[RECORDED DATA Boundary: Start]

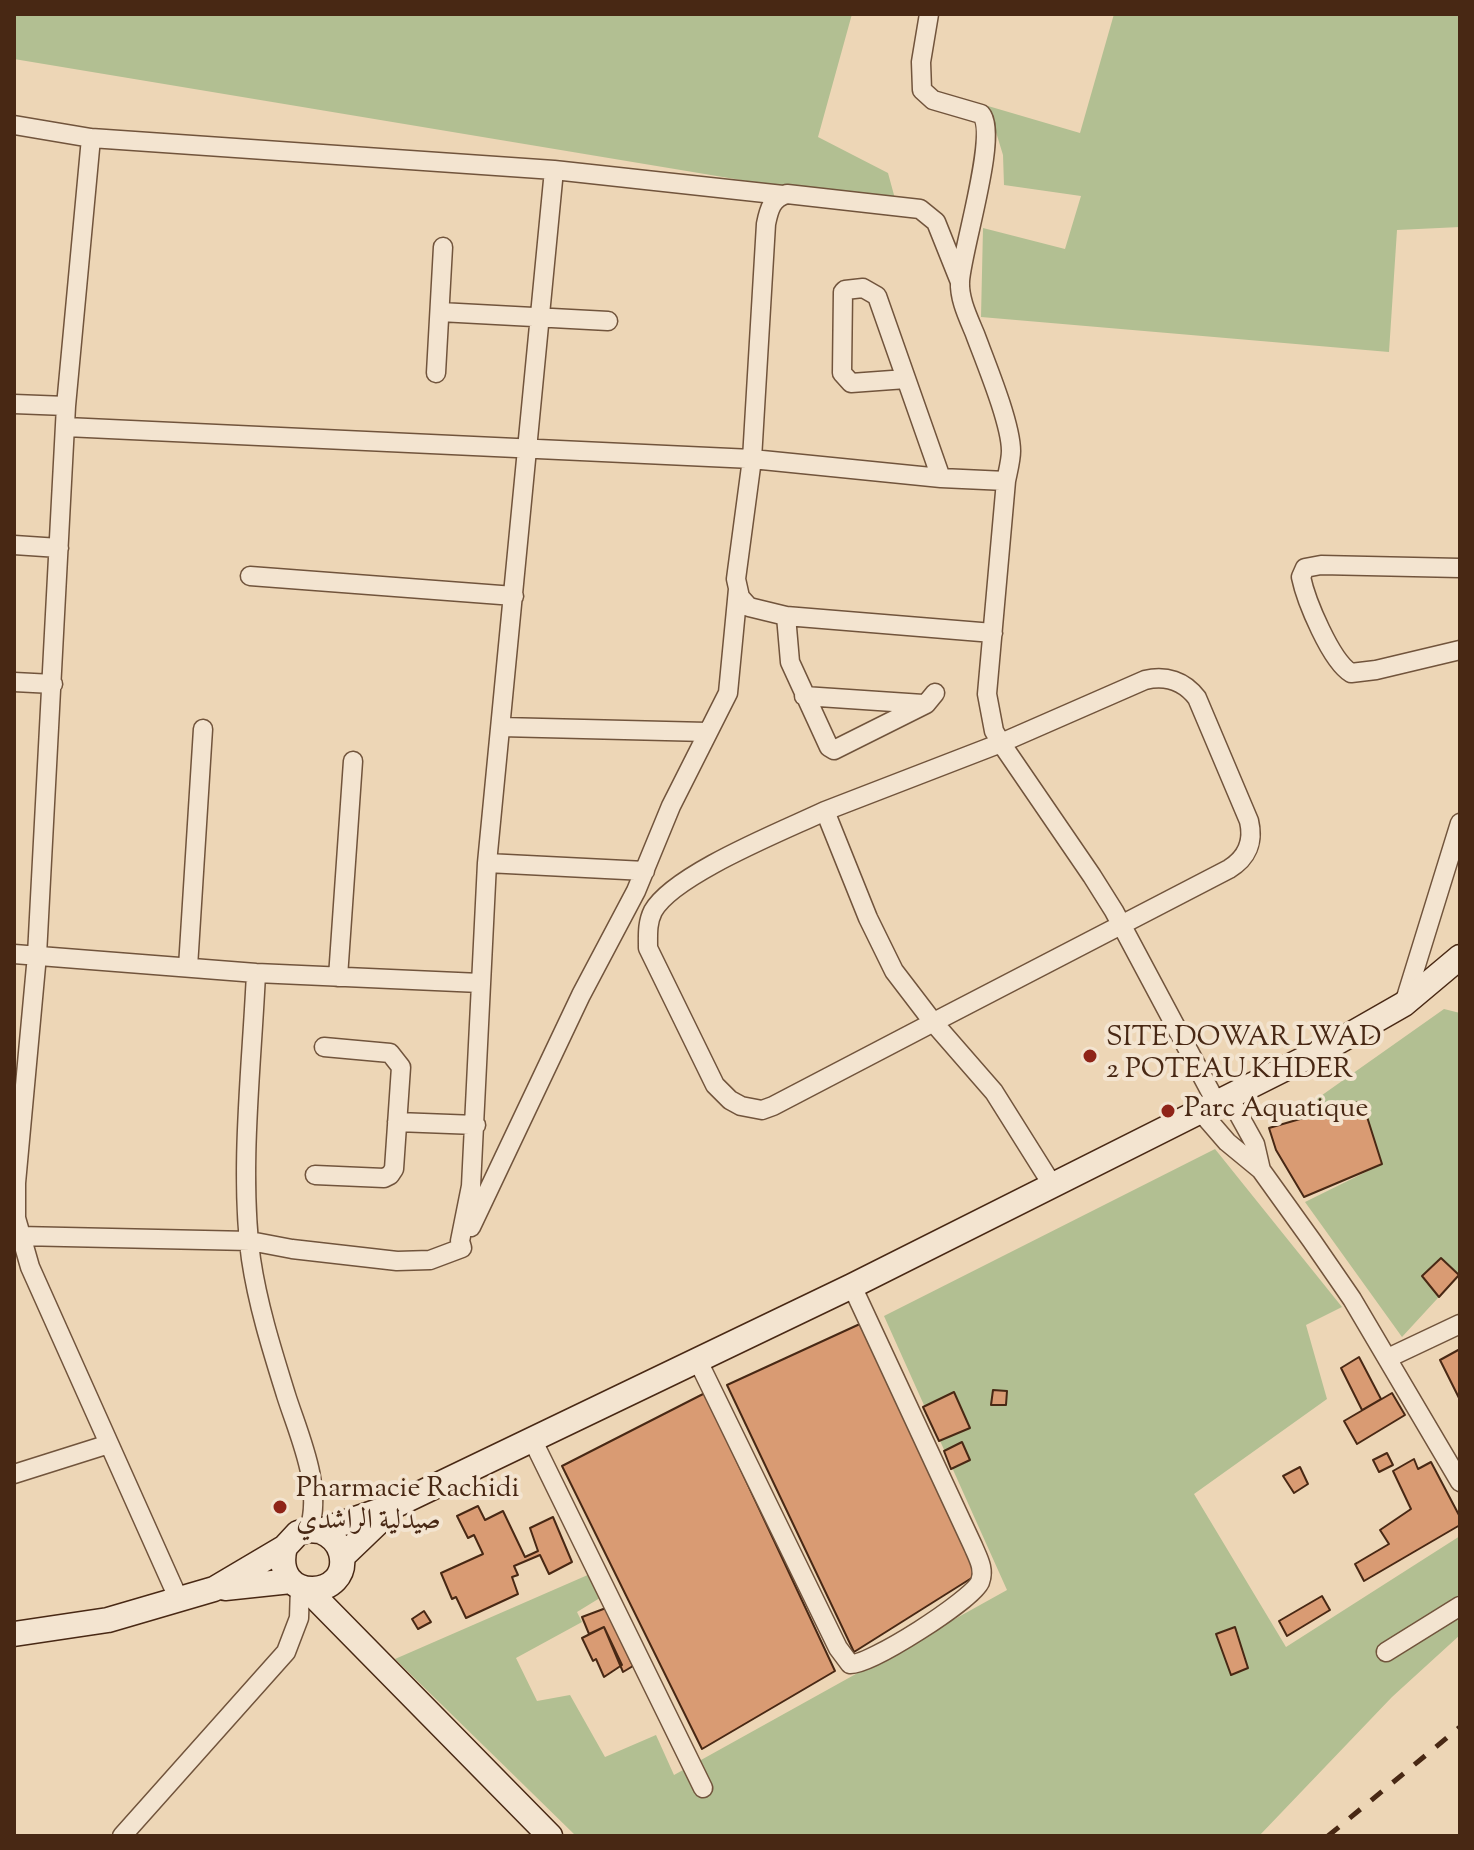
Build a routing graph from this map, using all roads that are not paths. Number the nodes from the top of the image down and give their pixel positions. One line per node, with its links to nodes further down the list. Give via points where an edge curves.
1 (929, 14): 7 (street, via 921,62 925,95 981,114 988,128)
2 (14, 125): 3 (street)
3 (91, 138): 4 (street); 14 (street)
4 (554, 170): 5 (street); 9 (street)
5 (783, 195): 7 (street, via 920,209 936,222); 17 (street, via 773,201 766,224)
6 (443, 247): 8 (street)
7 (960, 282): 19 (street, via 1008,431)
8 (440, 312): 9 (street); 11 (street)
9 (540, 317): 10 (street); 16 (street)
10 (608, 321)
11 (436, 373)
12 (906, 379): 12 (street, via 877,296 863,288 845,290 845,378 851,383); 18 (street)
13 (14, 404): 14 (street)
14 (66, 406): 15 (street)
15 (66, 427): 16 (street); 21 (street)
16 (527, 450): 17 (street); 25 (street)
17 (752, 459): 18 (street); 24 (street)
18 (941, 478): 19 (street)
19 (1006, 481): 27 (street)
20 (14, 545): 21 (street)
21 (59, 548): 30 (street)
22 (1460, 568): 28 (street, via 1321,565 1305,568 1301,577 1331,650 1351,673)
23 (250, 576): 25 (street)
24 (738, 589): 26 (street, via 749,607); 34 (street, via 728,693)
25 (514, 596): 32 (street)
26 (786, 616): 27 (street); 31 (street, via 790,662)
27 (993, 633): 35 (street, via 987,694)
28 (1460, 650)
29 (14, 682): 30 (street)
30 (53, 684): 43 (street)
31 (804, 696): 31 (street, via 931,699 834,750)
32 (501, 727): 34 (street); 39 (street)
33 (203, 729): 45 (street)
34 (707, 732): 40 (street)
35 (1001, 743): 37 (street); 41 (street); 41 (street, via 1154,677 1174,680 1197,698 1249,821 1250,845 1229,869)
36 (353, 761): 47 (street)
37 (825, 811): 50 (street, via 883,950); 50 (street, via 691,876 653,912 648,948 709,1077 730,1100 762,1110)
38 (1460, 823): 49 (street)
39 (487, 863): 40 (street); 48 (street)
40 (645, 871): 61 (street)
41 (1121, 924): 50 (street); 53 (street)
42 (14, 954): 43 (street)
43 (37, 955): 45 (street); 52 (street)
44 (1460, 957): 49 (main road)
45 (188, 967): 46 (street)
46 (256, 973): 47 (street); 60 (street, via 248,1139)
47 (338, 977): 48 (street)
48 (480, 983): 55 (street)
49 (1404, 1004): 53 (main road)
50 (933, 1022): 58 (street, via 994,1092)
51 (324, 1047): 54 (street, via 390,1053 397,1060)
52 (20, 1073): 59 (street)
53 (1216, 1104): 56 (street, via 1250,1132); 56 (street, via 1227,1142); 58 (main road)
54 (397, 1122): 55 (street); 57 (street, via 390,1175)
55 (476, 1125): 61 (street)
56 (1261, 1170): 65 (street)
57 (315, 1175)
58 (1053, 1186): 63 (main road)
59 (19, 1236): 60 (street); 62 (street)
60 (250, 1241): 61 (street, via 397,1261 430,1260); 72 (street, via 260,1307 309,1472)
61 (462, 1248)
62 (22, 1271): 68 (street)
63 (852, 1286): 66 (main road); 66 (street, via 983,1573 965,1598 868,1660 850,1664 838,1648)
64 (1460, 1324): 65 (street)
65 (1388, 1358): 70 (street)
66 (698, 1361): 67 (main road)
67 (532, 1439): 71 (main road); 83 (street)
68 (109, 1444): 69 (street); 78 (street)
69 (14, 1474)
70 (1460, 1482)
71 (396, 1505): 72 (main road); 74 (main road)
72 (314, 1531): 73 (main road, via 298,1533); 74 (main road, via 336,1541)
73 (285, 1547): 76 (main road, via 285,1572); 77 (main road)
74 (342, 1557): 75 (main road)
75 (332, 1583): 76 (main road, via 322,1588); 80 (main road)
76 (299, 1586): 77 (main road); 80 (main road); 84 (street, via 299,1618 286,1652)
77 (214, 1589): 78 (main road)
78 (179, 1600): 81 (main road, via 79,1626)
79 (1460, 1606): 82 (street)
80 (350, 1633): 85 (main road)
81 (14, 1634)
82 (1386, 1652)
83 (703, 1788)
84 (122, 1836)
85 (550, 1836)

[RECORDED DATA Boundary: End]

» TASK ITEM
Nothing but the pictures should be left out when the records are retyped exactly.

» ANSWER TO THE PROBLEM
Build a routing graph from this map, using all roads that are not paths. Number the nodes from the top of the image down and give their pixel positions. One line per node, with its links to nodes further down the list. Give via points where an edge curves.
1 (929, 14): 7 (street, via 921,62 925,95 981,114 988,128)
2 (14, 125): 3 (street)
3 (91, 138): 4 (street); 14 (street)
4 (554, 170): 5 (street); 9 (street)
5 (783, 195): 7 (street, via 920,209 936,222); 17 (street, via 773,201 766,224)
6 (443, 247): 8 (street)
7 (960, 282): 19 (street, via 1008,431)
8 (440, 312): 9 (street); 11 (street)
9 (540, 317): 10 (street); 16 (street)
10 (608, 321)
11 (436, 373)
12 (906, 379): 12 (street, via 877,296 863,288 845,290 845,378 851,383); 18 (street)
13 (14, 404): 14 (street)
14 (66, 406): 15 (street)
15 (66, 427): 16 (street); 21 (street)
16 (527, 450): 17 (street); 25 (street)
17 (752, 459): 18 (street); 24 (street)
18 (941, 478): 19 (street)
19 (1006, 481): 27 (street)
20 (14, 545): 21 (street)
21 (59, 548): 30 (street)
22 (1460, 568): 28 (street, via 1321,565 1305,568 1301,577 1331,650 1351,673)
23 (250, 576): 25 (street)
24 (738, 589): 26 (street, via 749,607); 34 (street, via 728,693)
25 (514, 596): 32 (street)
26 (786, 616): 27 (street); 31 (street, via 790,662)
27 (993, 633): 35 (street, via 987,694)
28 (1460, 650)
29 (14, 682): 30 (street)
30 (53, 684): 43 (street)
31 (804, 696): 31 (street, via 931,699 834,750)
32 (501, 727): 34 (street); 39 (street)
33 (203, 729): 45 (street)
34 (707, 732): 40 (street)
35 (1001, 743): 37 (street); 41 (street); 41 (street, via 1154,677 1174,680 1197,698 1249,821 1250,845 1229,869)
36 (353, 761): 47 (street)
37 (825, 811): 50 (street, via 883,950); 50 (street, via 691,876 653,912 648,948 709,1077 730,1100 762,1110)
38 (1460, 823): 49 (street)
39 (487, 863): 40 (street); 48 (street)
40 (645, 871): 61 (street)
41 (1121, 924): 50 (street); 53 (street)
42 (14, 954): 43 (street)
43 (37, 955): 45 (street); 52 (street)
44 (1460, 957): 49 (main road)
45 (188, 967): 46 (street)
46 (256, 973): 47 (street); 60 (street, via 248,1139)
47 (338, 977): 48 (street)
48 (480, 983): 55 (street)
49 (1404, 1004): 53 (main road)
50 (933, 1022): 58 (street, via 994,1092)
51 (324, 1047): 54 (street, via 390,1053 397,1060)
52 (20, 1073): 59 (street)
53 (1216, 1104): 56 (street, via 1250,1132); 56 (street, via 1227,1142); 58 (main road)
54 (397, 1122): 55 (street); 57 (street, via 390,1175)
55 (476, 1125): 61 (street)
56 (1261, 1170): 65 (street)
57 (315, 1175)
58 (1053, 1186): 63 (main road)
59 (19, 1236): 60 (street); 62 (street)
60 (250, 1241): 61 (street, via 397,1261 430,1260); 72 (street, via 260,1307 309,1472)
61 (462, 1248)
62 (22, 1271): 68 (street)
63 (852, 1286): 66 (main road); 66 (street, via 983,1573 965,1598 868,1660 850,1664 838,1648)
64 (1460, 1324): 65 (street)
65 (1388, 1358): 70 (street)
66 (698, 1361): 67 (main road)
67 (532, 1439): 71 (main road); 83 (street)
68 (109, 1444): 69 (street); 78 (street)
69 (14, 1474)
70 (1460, 1482)
71 (396, 1505): 72 (main road); 74 (main road)
72 (314, 1531): 73 (main road, via 298,1533); 74 (main road, via 336,1541)
73 (285, 1547): 76 (main road, via 285,1572); 77 (main road)
74 (342, 1557): 75 (main road)
75 (332, 1583): 76 (main road, via 322,1588); 80 (main road)
76 (299, 1586): 77 (main road); 80 (main road); 84 (street, via 299,1618 286,1652)
77 (214, 1589): 78 (main road)
78 (179, 1600): 81 (main road, via 79,1626)
79 (1460, 1606): 82 (street)
80 (350, 1633): 85 (main road)
81 (14, 1634)
82 (1386, 1652)
83 (703, 1788)
84 (122, 1836)
85 (550, 1836)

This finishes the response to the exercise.